3 Key Ways Users Are Affected by a Website
As soon as someone lands on your website, they have several key experiences that fall under categories of the:
- The visual experience goes beyond whether or not the site is aesthetically appealing, even though that’s absolutely critical. Users are also reacting to the ease of the site in terms of being able to understand its layout. Without intuitive navigation, it can be frustrating for users to know if they are in the right place, and, if so, how to get the information they desire.
- Let no one tell you that people aren’t experiencing emotions when they visit a site. Good websites capitalize on the psychology of colors, layouts and visual cues to make sure users feel at home. Without an emotional connection, users are more likely to abandon a website or avoid taking call-to-action hints.
- Every person should leave your website more informed than when they arrived. The only way to make that happen is with engaging, trustworthy, immediate content and imagery. Most users are going to skim through the landing page, but that doesn’t mean they can’t take away a host of information from their short visit.
With these elements in mind (visual, emotional and educational connections), you can set out to make a website that’s not only attractive, but also pragmatic.
How to Boost the User Experience With Web Design
It’s possible to boost a user’s overall experience with your website by focusing on a few key design areas:
- The Navigation. Navigating a site should be so simple that it takes very little effort. The moment you make your user feel confused or irritated, you have lost a touch point — and possibly a return visitor or buyer. Think about your website as a map with easy routes from A to Z. It shouldn’t be a mission for a sleuth to solve, but rather a natural progression that leads the user deeper into the site.
- The Photos. Professional imagery can play a powerful role on websites. Most professional web designers are moving away from the era of stock photography and investing in high-quality images of their team members, products, services, clients, and more. Users tend to respond to seeing people like themselves in photos, so keep your target audience in mind when organizing photo shoots for web images.

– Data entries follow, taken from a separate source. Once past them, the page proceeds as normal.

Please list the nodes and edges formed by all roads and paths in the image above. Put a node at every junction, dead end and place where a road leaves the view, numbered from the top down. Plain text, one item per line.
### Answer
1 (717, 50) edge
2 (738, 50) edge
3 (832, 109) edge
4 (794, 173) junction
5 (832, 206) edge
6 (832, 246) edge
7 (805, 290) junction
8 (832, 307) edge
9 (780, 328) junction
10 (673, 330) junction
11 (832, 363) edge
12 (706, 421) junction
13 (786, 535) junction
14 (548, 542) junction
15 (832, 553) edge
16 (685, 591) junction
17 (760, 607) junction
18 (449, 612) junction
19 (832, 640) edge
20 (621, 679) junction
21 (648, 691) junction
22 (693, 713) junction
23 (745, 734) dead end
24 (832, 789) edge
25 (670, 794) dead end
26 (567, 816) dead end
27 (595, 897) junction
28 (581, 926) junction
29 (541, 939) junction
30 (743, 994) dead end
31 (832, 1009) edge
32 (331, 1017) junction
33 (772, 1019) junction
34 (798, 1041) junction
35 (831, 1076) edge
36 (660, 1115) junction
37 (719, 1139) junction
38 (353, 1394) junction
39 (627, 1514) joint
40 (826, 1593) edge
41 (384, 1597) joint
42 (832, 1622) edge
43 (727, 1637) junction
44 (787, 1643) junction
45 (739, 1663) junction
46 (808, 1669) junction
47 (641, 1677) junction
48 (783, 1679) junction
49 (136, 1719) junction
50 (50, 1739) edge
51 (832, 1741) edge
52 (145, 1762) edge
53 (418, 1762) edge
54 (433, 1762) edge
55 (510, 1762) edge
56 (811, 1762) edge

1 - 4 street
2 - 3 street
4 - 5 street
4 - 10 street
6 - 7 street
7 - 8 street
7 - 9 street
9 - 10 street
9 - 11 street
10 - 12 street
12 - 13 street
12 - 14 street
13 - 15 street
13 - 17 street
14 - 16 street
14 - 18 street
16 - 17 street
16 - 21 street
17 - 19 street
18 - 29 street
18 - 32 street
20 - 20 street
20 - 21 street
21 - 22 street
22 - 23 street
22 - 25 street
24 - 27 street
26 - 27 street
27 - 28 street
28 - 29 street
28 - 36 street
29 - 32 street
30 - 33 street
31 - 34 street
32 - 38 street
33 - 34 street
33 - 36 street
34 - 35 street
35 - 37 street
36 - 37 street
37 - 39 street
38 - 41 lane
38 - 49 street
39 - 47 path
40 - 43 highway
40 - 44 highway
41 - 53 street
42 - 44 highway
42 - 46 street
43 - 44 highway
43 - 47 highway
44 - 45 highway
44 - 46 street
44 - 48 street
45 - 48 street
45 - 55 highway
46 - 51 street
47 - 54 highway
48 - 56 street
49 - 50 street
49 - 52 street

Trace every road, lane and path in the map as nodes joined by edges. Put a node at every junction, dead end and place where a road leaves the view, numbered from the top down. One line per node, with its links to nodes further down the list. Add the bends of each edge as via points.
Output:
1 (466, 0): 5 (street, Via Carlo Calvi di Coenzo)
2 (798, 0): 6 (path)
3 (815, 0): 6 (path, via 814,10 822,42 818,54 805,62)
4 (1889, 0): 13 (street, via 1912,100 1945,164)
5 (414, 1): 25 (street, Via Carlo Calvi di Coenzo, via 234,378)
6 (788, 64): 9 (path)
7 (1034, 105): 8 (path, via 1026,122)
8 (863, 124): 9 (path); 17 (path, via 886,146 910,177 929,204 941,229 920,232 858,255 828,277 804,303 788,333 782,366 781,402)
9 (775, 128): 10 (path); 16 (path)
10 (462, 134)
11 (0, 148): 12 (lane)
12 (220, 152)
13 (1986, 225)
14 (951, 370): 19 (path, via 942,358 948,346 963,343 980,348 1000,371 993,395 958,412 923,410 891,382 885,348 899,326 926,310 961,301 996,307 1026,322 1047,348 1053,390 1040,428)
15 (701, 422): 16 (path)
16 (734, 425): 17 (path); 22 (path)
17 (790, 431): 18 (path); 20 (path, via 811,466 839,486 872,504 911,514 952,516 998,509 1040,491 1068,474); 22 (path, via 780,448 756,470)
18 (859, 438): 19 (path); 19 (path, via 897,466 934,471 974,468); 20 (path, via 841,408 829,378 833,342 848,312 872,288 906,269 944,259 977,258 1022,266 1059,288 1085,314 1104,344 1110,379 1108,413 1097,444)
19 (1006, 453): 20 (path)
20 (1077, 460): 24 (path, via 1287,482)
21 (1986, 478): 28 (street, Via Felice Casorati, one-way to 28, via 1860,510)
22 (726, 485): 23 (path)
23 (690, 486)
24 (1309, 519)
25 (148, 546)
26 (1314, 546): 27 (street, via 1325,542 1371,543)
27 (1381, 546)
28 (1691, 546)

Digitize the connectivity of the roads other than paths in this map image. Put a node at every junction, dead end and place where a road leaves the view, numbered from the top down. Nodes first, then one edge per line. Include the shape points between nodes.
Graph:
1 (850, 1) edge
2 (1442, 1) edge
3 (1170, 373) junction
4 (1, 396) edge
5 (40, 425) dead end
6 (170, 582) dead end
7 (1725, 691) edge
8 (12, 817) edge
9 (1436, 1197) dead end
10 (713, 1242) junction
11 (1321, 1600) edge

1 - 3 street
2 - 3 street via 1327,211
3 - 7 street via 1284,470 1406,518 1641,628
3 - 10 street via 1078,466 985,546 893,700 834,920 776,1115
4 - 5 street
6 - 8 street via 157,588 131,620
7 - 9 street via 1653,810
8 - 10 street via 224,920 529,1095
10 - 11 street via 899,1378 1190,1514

- The Content Organization. No one reads websites the way they read books. They’re looking for snippets of info that can be gleaned quickly with an eye scan that goes up and down, rather than left and right. Make the most of your content by breaking it up periodically with headlines, and try to be concise without giving too little.
- The Mobile Version. Responsive websites are needed for exceptional user experiences. If you are creating a website design, be sure it looks good on all mobile device screens. Test it first before making it live. That way, you can clean up any bugs.
- The Satisfaction. How will users feel when they explore your website? Satisfied that they are getting what they wanted? Your aim should be for users to leave feeling like the website was designed and written by experts in their fields. This creates a better brand experience and will also likely increase social sharing, bookmarking, and return visits.
Without users, a website is little more than a series of frames, text, and pictures in a virtual setting. Your users are absolutely essential for your survival among the jungle of millions of other websites. Make coming to your webpages a pleasant experience, and you’ll gain the rewards and advantages.